While this approach offers flexible releases (as one can choose exactly what is released and what is not), it also raises the complexity of deployments. You need to pass parameters on the deployment pipeline to decide which chart version will be deployed.
In Codefresh, you can also have the two pipelines automatically linked together.
Using Helm rollbacks
Helm has the native capability of rolling back a release to any previous revision. This can be done manually or via the Codefresh UI.
A more advanced usage would be to automatically rollback a release if it “fails”.
In the example pipeline above, after deployment, we run some smoke tests/health checks. If they fail, then the rollback step is executed using pipeline conditionals.
Alternatively, you can run any other freestyle step after a deployment such as health checks, metric collection, load testing, etc. that decides if a deployment if a Helm rollback is needed or not.
Integrating automatic Helm rollbacks can be used in all kinds of Helm workflows that were described in this section.
Helm packaging strategies
As mentioned before a Helm chart version is completely different than the application version it contains. This means that you can track versions on the Helm chart itself separately from the applications it defines.
Simple 1-1 versioning
This is the most basic versioning approach, and it is the suggested one if you are starting out with Helm.
Don’t use the appVersion
field at all (it is optional anyway) and just keep the chart version in sync with your actual application.
This approach makes version bumping very easy (you bump everything up) and also allows you to quickly track what application version is deployed on your cluster (same as chart version).
The downside of this approach is that you can’t track chart changes separately.
Chart versus application versioning
This is an advanced approach which you should adopt if changes are happening in the charts themselves all the time (i.e. in the templates) and you want to track them separately from the application.
An important point here is that you need to adopt a policy in your team on what a “chart change” means. Helm does not enforce chart version changes. You can deploy a different chart with the same version as the previous one. So, if this is something that you want to do, you need to make sure that all teams are on the same page for versioning practices.
On the plus side, this workflow allows you to individually version charts and applications and is very flexible for companies with teams that manage separately the charts from the application source code.
Umbrella charts
Umbrella charts are charts of charts. They add an extra layer of complexity on both previous approaches. You can follow the same paradigms in umbrella charts. Either the parent chart has the same version as everything else (first approach) or it has a version on its own.
In the second case, you need to agree with your team on when exactly the parent chart version should be bumped. Is it only when a child chart changes? Only when an application changes? or both?
The answer does not really matter as long as your team follows the same rules.
Helm promotion strategies
A Helm chart (like a Docker image) should be promoted between environments. It should start with testing and staging environments and gradually move to production ones.

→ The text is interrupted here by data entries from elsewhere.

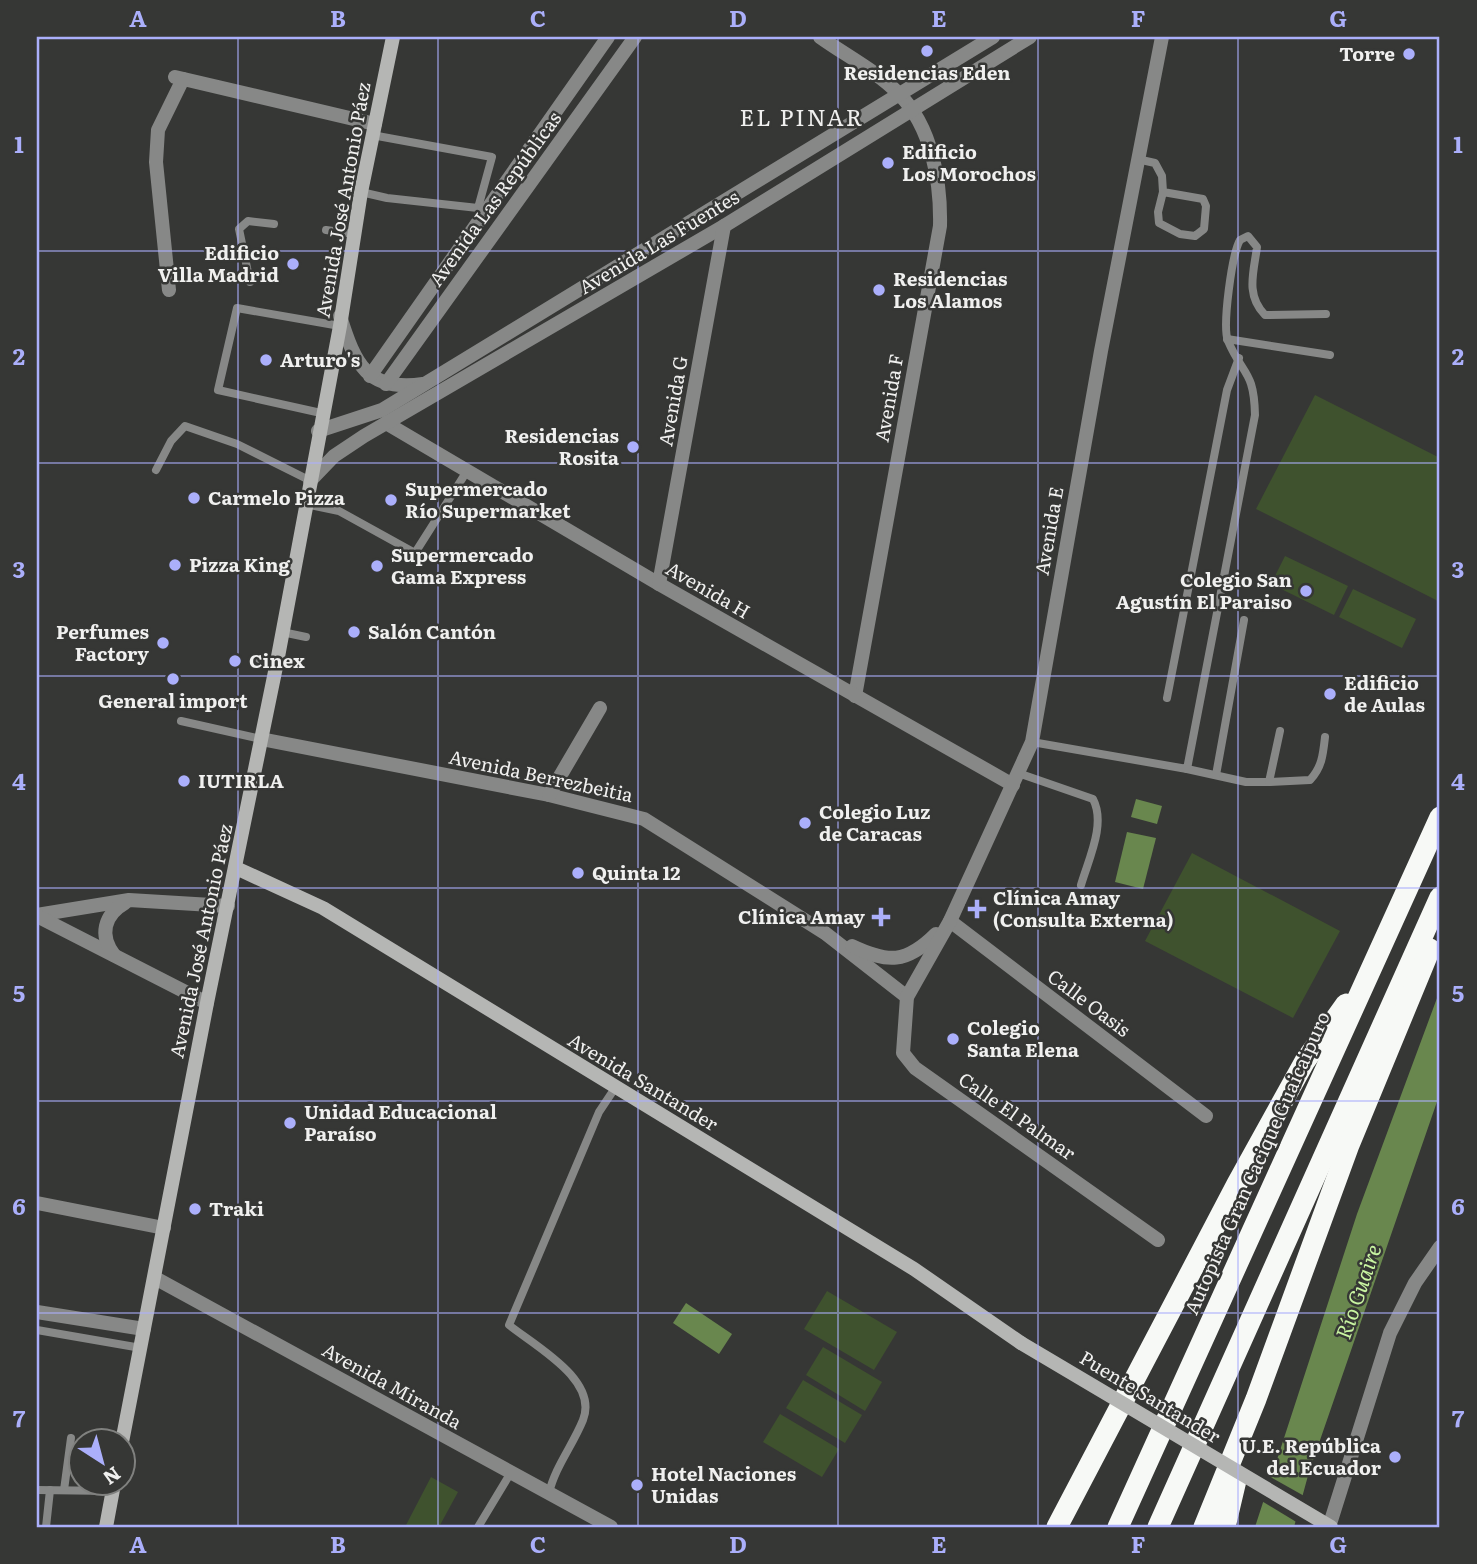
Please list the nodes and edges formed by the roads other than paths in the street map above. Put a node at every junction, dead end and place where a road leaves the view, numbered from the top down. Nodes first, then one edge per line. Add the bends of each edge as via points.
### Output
1 (393, 37) edge
2 (608, 37) edge
3 (635, 37) edge
4 (820, 37) edge
5 (993, 37) edge
6 (1030, 37) edge
7 (1159, 41) edge
8 (899, 93) junction
9 (912, 111) junction
10 (374, 130) junction
11 (1137, 159) junction
12 (361, 192) junction
13 (1163, 192) junction
14 (713, 206) junction
15 (274, 224) dead end
16 (724, 226) junction
17 (326, 230) dead end
18 (354, 234) junction
19 (250, 282) dead end
20 (169, 290) dead end
21 (1326, 314) dead end
22 (340, 321) junction
23 (1227, 338) junction
24 (1330, 355) dead end
25 (1239, 358) junction
26 (370, 376) junction
27 (386, 384) junction
28 (427, 384) junction
29 (321, 413) junction
30 (386, 424) junction
31 (318, 431) junction
32 (156, 470) dead end
33 (467, 471) junction
34 (309, 480) junction
35 (305, 504) junction
36 (659, 584) junction
37 (1244, 620) dead end
38 (282, 632) junction
39 (306, 636) dead end
40 (259, 659) dead end
41 (277, 662) junction
42 (855, 696) junction
43 (1167, 698) dead end
44 (600, 708) dead end
45 (181, 721) dead end
46 (1280, 731) dead end
47 (1325, 737) dead end
48 (261, 739) junction
49 (1032, 742) junction
50 (1187, 769) junction
51 (1216, 775) junction
52 (1015, 779) junction
53 (1269, 782) junction
54 (549, 795) junction
55 (1440, 817) edge
56 (236, 869) junction
57 (1081, 885) dead end
58 (1440, 897) edge
59 (129, 900) junction
60 (228, 906) junction
61 (37, 915) edge
62 (1440, 915) edge
63 (950, 921) junction
64 (825, 933) junction
65 (115, 956) junction
66 (1363, 984) junction
67 (907, 997) junction
68 (206, 1003) junction
69 (615, 1088) junction
70 (1206, 1116) dead end
71 (37, 1203) edge
72 (164, 1228) junction
73 (1158, 1240) dead end
74 (1440, 1247) edge
75 (155, 1278) junction
76 (37, 1312) edge
77 (144, 1329) junction
78 (37, 1331) edge
79 (1021, 1343) joint
80 (141, 1348) junction
81 (1256, 1399) junction
82 (125, 1428) edge
83 (510, 1474) junction
84 (66, 1475) edge
85 (37, 1490) edge
86 (50, 1490) junction
87 (64, 1490) joint
88 (549, 1493) junction
89 (1071, 1495) junction
90 (111, 1498) edge
91 (46, 1527) edge
92 (106, 1527) edge
93 (478, 1527) edge
94 (611, 1527) edge
95 (1051, 1527) edge
96 (1057, 1527) edge
97 (1118, 1527) edge
98 (1157, 1527) edge
99 (1204, 1527) edge
100 (1223, 1527) edge
101 (1330, 1527) edge

1 - 10 main road, Avenida José Antonio Páez
2 - 26 street, Avenida Las Repúblicas
3 - 27 street, Avenida Las Repúblicas
4 - 8 street, Avenida F
5 - 8 street, Avenida Las Fuentes
6 - 9 street, Avenida Las Fuentes
7 - 11 street, Avenida E
8 - 9 street, Avenida F
8 - 14 street, Avenida Las Fuentes
9 - 16 street, Avenida Las Fuentes
9 - 42 street, Avenida F via 935,166 940,226
10 - 12 main road, Avenida José Antonio Páez
10 - 12 lane via 492,158 478,208
10 - 20 street via 178,78 158,130 156,162
11 - 13 lane via 1155,163
11 - 49 street, Avenida E
12 - 18 main road, Avenida José Antonio Páez
13 - 13 lane via 1203,199 1204,229 1195,236 1180,234 1160,223
14 - 16 street
14 - 28 street, Avenida Las Fuentes
15 - 19 lane via 248,221 239,229
16 - 30 street, Avenida Las Fuentes
16 - 36 street, Avenida G
17 - 18 lane
18 - 22 main road, Avenida José Antonio Páez
21 - 23 lane via 1272,316 1257,307 1251,268 1257,247 1248,236 1240,240 1231,262
22 - 26 street via 353,354
22 - 29 main road, Avenida José Antonio Páez
22 - 29 lane via 237,308 218,390
23 - 24 lane
23 - 25 lane
25 - 43 lane via 1227,390
25 - 50 lane via 1254,386 1255,415
26 - 27 street
27 - 28 street
28 - 31 street, Avenida Las Fuentes via 382,410
29 - 31 main road, Avenida José Antonio Páez
30 - 33 street, Avenida H
30 - 34 street, Avenida Las Fuentes via 334,456
31 - 34 main road, Avenida José Antonio Páez
32 - 34 lane via 185,426 237,444
33 - 35 lane via 415,552 339,511
33 - 36 street, Avenida H
34 - 35 main road, Avenida José Antonio Páez
35 - 38 main road, Avenida José Antonio Páez
36 - 42 street, Avenida H
37 - 51 lane
38 - 39 lane
38 - 41 main road, Avenida José Antonio Páez
40 - 41 lane
41 - 48 main road, Avenida José Antonio Páez
42 - 52 street, Avenida H
44 - 54 street
45 - 48 lane
46 - 53 lane
47 - 53 lane via 1323,759 1310,780
48 - 54 street, Avenida Berrezbeitia
48 - 56 main road, Avenida José Antonio Páez
49 - 50 lane
49 - 52 street, Avenida E
50 - 51 lane
51 - 53 lane
52 - 57 lane via 1093,799 1098,822
52 - 63 street, Avenida E
54 - 64 street, Avenida Berrezbeitia via 644,819
55 - 66 highway, Autopista Gran Cacique Guaicaipuro
56 - 60 main road, Avenida José Antonio Páez
56 - 69 main road, Avenida Santander via 323,908
58 - 98 highway
59 - 60 street
59 - 61 street
59 - 65 street via 114,909 105,924 108,947
60 - 68 main road, Avenida José Antonio Páez
61 - 65 street
62 - 81 highway
63 - 64 street, Avenida Berrezbeitia via 912,954 886,960
63 - 67 street, Avenida E
63 - 70 street, Calle Oasis
64 - 67 street, Avenida Berrezbeitia
65 - 68 street
66 - 89 highway via 1305,1061
66 - 97 highway, Autopista Gran Cacique Guaicaipuro
67 - 73 street, Calle El Palmar via 903,1053 915,1068
68 - 72 main road, Avenida José Antonio Páez
69 - 79 main road, Avenida Santander via 914,1269
69 - 88 lane via 599,1112 509,1325 577,1381 586,1395 584,1418
71 - 72 street
72 - 75 main road, Avenida José Antonio Páez
74 - 101 street via 1415,1283 1390,1333
75 - 77 main road, Avenida José Antonio Páez
75 - 83 street, Avenida Miranda
76 - 77 street
77 - 80 main road, Avenida José Antonio Páez
78 - 80 lane
79 - 101 main road, Puente Santander, bridge
80 - 82 main road, Avenida José Antonio Páez
81 - 99 highway
81 - 100 highway
83 - 88 street, Avenida Miranda
83 - 93 lane
84 - 87 lane
85 - 86 lane
86 - 87 lane
86 - 91 lane
88 - 94 street, Avenida Miranda
89 - 95 highway
89 - 96 highway
90 - 92 main road

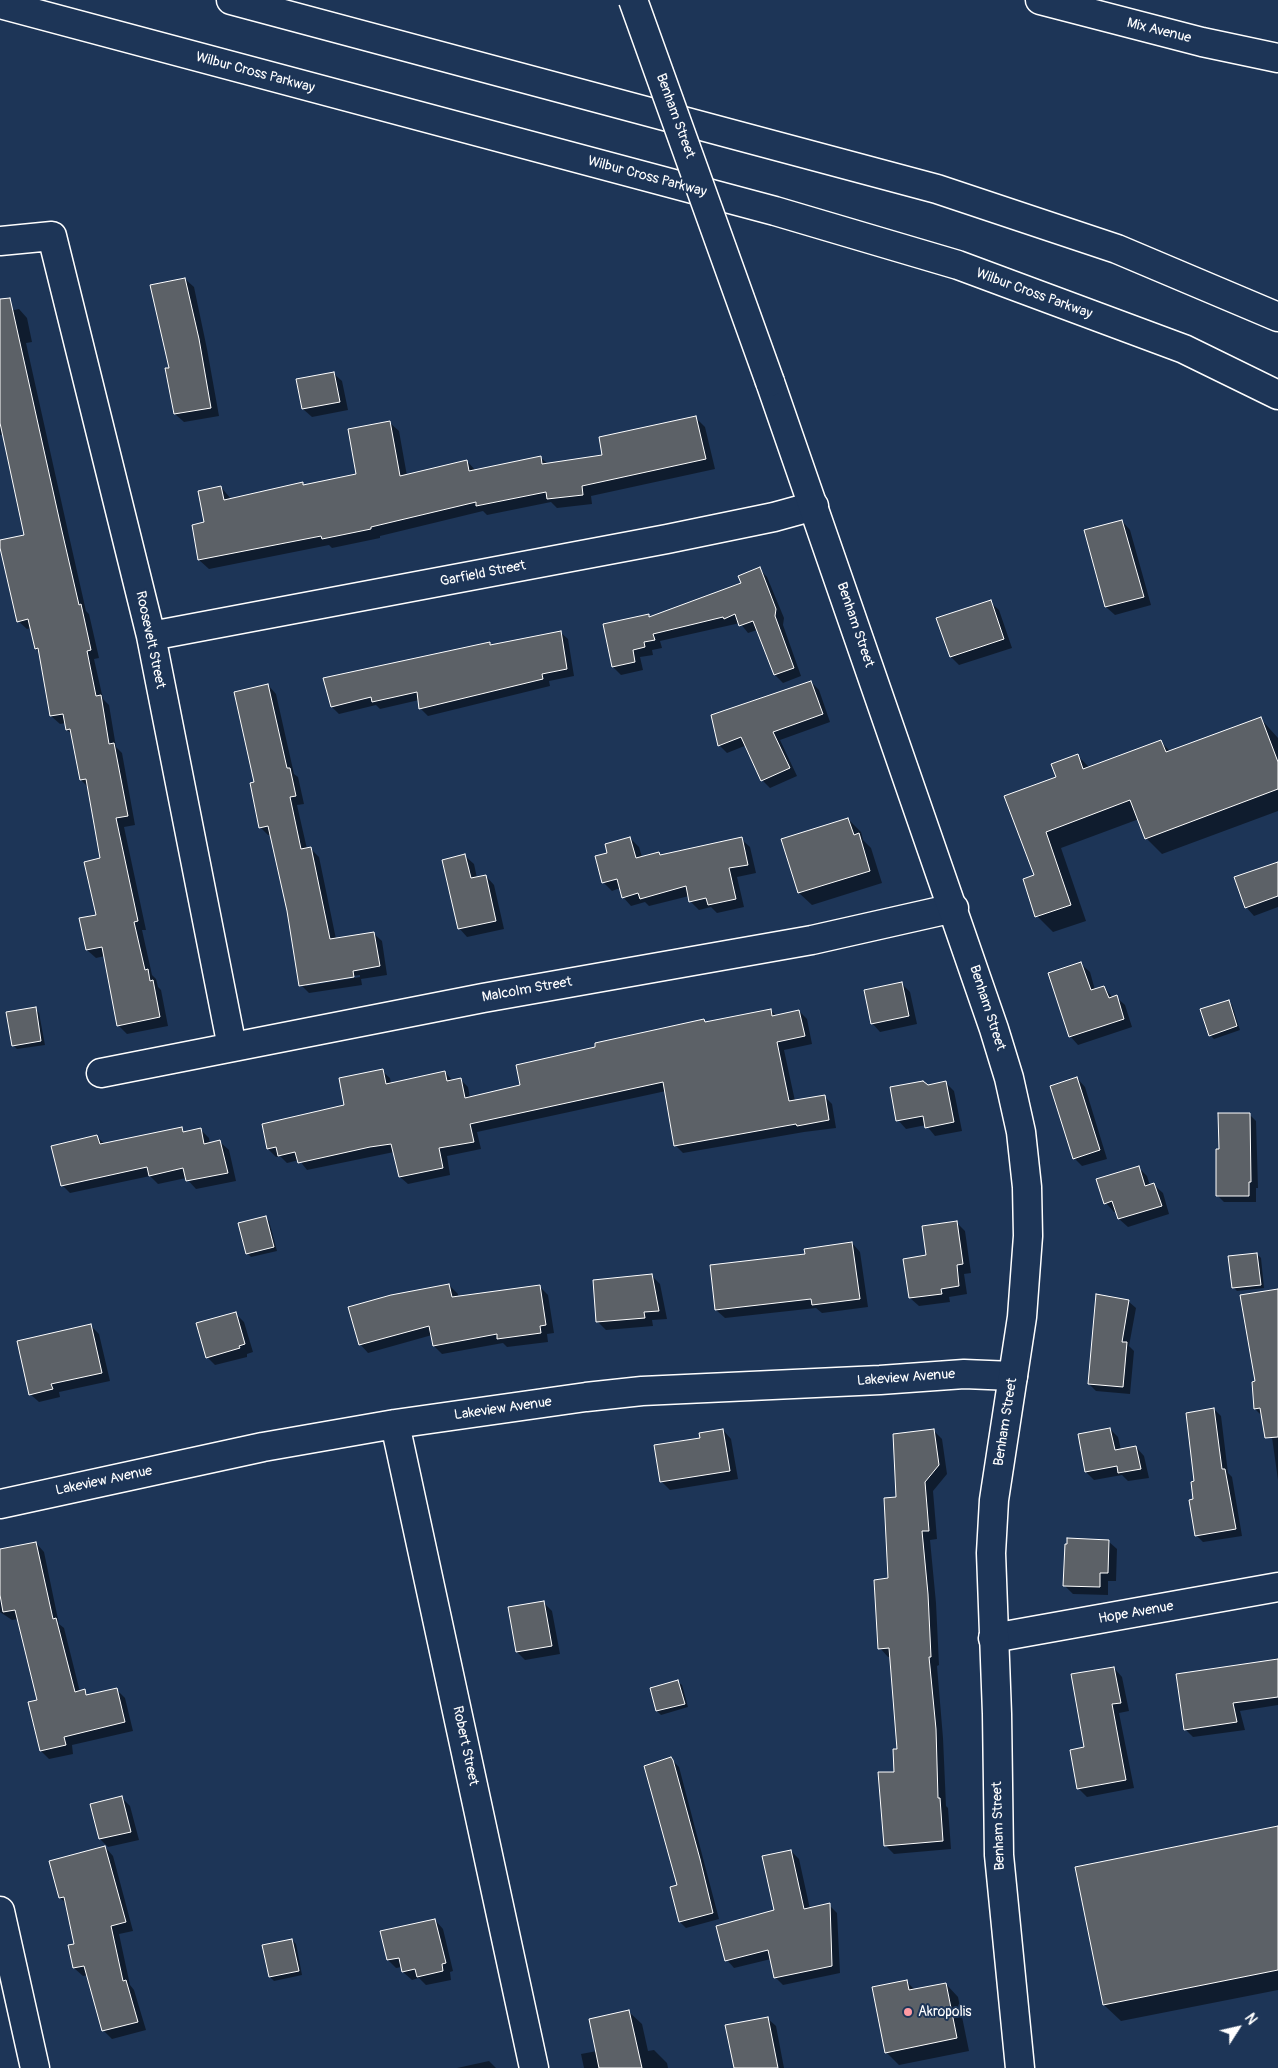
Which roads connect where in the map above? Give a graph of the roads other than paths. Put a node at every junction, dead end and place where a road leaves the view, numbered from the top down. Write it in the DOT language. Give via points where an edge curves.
graph roads {
  1 [pos="231,0"];
  2 [pos="633,0"];
  3 [pos="1040,0"];
  4 [pos="0,4"];
  5 [pos="1076,5"];
  6 [pos="1278,58"];
  7 [pos="0,241"];
  8 [pos="1278,317"];
  9 [pos="1278,395"];
  10 [pos="814,506"];
  11 [pos="151,636"];
  12 [pos="954,908"];
  13 [pos="232,1047"];
  14 [pos="100,1074"];
  15 [pos="1013,1376"];
  16 [pos="395,1424"];
  17 [pos="0,1504"];
  18 [pos="1278,1586"];
  19 [pos="993,1638"];
  20 [pos="0,1911"];
  21 [pos="35,2068"];
  22 [pos="534,2068"];
  23 [pos="1020,2068"];
  1 -- 8 [label="main road" via="937,189 1118,249"];
  2 -- 10 [label="main road, Benham Street, bridge"];
  3 -- 5 [label="main road, Mix Avenue"];
  4 -- 9 [label="main road, Wilbur Cross Parkway" via="775,210 958,266 1184,349"];
  5 -- 6 [label="main road, Mix Avenue" via="1202,42"];
  7 -- 11 [label="main road, Roosevelt Street" via="52,236"];
  10 -- 11 [label="main road, Garfield Street" via="774,518 667,539"];
  10 -- 12 [label="main road, Benham Street"];
  11 -- 13 [label="main road, Roosevelt Street"];
  12 -- 13 [label="main road, Malcolm Street" via="812,940 483,998"];
  12 -- 15 [label="main road, Benham Street" via="1009,1078 1024,1159 1028,1236 1022,1317"];
  13 -- 14 [label="main road, Malcolm Street"];
  15 -- 16 [label="main road, Lakeview Avenue" via="964,1374 642,1391"];
  15 -- 19 [label="main road, Benham Street" via="994,1500 991,1553"];
  16 -- 17 [label="main road, Lakeview Avenue" via="263,1447"];
  16 -- 22 [label="main road, Robert Street"];
  18 -- 19 [label="main road, Hope Avenue"];
  19 -- 23 [label="main road, Benham Street" via="999,1855"];
  20 -- 21 [label="main road"];
}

Single repository with multiple environments
This is the most basic deployment workflow. You have a single Helm chart (which is exactly the same across all environments). It is deployed to multiple targets using a different set of values.
Codefresh has several ways to override the values for each environment within a pipeline.
Chart promotion between environments
This is the recommended deployment workflow. Codefresh can store different Helm values per environment in the shared configuration mechanism. Then you view and manage releases from the Helm environments dashboard.
Then once you promote a Helm release either from the GUI, or the pipeline you can select exactly which configuration set of parameters you want to use:
This workflow has two big advantages:
- You get a visual overview on what and where each Helm release is installed on
- You can promote releases without running the initial CI/CD pipeline (that created the chart)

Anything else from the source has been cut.